## What to produce
Copy every line of the data that includes the string "Withi".

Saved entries
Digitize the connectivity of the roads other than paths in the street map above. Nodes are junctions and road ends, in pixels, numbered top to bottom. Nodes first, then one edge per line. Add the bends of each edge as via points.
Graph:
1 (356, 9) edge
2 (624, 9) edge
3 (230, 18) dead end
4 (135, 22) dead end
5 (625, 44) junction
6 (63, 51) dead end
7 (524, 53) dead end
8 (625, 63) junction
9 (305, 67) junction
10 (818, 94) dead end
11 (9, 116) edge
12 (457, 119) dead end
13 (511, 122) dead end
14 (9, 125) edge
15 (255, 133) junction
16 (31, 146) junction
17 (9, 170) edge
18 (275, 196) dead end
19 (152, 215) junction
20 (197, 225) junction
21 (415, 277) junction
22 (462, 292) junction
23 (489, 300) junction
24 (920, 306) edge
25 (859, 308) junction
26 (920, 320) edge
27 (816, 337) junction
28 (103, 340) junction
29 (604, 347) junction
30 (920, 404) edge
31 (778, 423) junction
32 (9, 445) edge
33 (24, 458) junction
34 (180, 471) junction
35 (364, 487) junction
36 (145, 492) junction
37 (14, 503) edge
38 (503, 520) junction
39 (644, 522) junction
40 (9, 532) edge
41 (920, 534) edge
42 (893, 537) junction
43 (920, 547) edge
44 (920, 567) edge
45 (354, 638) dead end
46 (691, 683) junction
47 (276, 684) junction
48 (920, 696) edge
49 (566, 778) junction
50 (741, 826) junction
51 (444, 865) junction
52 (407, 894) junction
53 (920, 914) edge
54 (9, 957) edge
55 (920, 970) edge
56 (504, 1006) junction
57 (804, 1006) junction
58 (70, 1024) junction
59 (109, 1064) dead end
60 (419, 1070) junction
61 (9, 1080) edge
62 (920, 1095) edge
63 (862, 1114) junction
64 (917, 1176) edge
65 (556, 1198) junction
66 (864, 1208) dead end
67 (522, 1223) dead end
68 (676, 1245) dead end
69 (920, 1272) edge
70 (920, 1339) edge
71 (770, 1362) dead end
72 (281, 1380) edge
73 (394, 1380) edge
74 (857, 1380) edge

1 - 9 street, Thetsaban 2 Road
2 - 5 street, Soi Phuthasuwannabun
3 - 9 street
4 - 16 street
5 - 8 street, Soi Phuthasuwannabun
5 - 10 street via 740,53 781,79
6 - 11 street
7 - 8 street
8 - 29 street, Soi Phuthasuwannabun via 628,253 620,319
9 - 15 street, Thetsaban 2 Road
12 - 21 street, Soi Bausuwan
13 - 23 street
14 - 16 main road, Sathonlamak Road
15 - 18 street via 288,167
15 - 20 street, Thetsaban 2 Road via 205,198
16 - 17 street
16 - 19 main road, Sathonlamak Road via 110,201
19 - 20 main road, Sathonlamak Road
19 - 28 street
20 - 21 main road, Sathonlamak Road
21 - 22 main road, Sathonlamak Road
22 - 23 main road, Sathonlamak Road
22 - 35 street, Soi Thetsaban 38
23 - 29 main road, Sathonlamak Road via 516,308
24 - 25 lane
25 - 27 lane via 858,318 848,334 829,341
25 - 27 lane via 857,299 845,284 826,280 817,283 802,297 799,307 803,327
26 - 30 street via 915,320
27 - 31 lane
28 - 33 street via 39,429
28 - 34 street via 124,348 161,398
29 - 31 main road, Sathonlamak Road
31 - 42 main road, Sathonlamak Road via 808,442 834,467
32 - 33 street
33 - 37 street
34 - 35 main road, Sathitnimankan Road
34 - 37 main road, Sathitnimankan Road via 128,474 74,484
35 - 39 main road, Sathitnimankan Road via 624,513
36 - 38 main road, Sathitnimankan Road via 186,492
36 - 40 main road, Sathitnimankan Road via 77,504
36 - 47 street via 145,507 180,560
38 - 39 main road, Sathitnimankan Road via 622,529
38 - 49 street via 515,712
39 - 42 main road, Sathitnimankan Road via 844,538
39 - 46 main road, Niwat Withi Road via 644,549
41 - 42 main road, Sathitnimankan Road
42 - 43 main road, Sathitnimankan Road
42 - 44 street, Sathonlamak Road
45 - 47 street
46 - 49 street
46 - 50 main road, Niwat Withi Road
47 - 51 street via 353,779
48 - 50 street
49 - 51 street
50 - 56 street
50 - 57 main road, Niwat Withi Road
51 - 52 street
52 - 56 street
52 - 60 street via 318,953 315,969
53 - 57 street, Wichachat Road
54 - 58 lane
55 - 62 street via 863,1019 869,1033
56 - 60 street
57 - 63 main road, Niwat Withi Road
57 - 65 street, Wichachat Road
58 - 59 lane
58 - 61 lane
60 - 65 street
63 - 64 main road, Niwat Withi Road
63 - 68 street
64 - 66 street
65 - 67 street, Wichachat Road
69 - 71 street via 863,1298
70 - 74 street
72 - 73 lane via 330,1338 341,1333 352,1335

## Answer box
39 - 46 main road, Niwat Withi Road via 644,549
46 - 50 main road, Niwat Withi Road
50 - 57 main road, Niwat Withi Road
57 - 63 main road, Niwat Withi Road
63 - 64 main road, Niwat Withi Road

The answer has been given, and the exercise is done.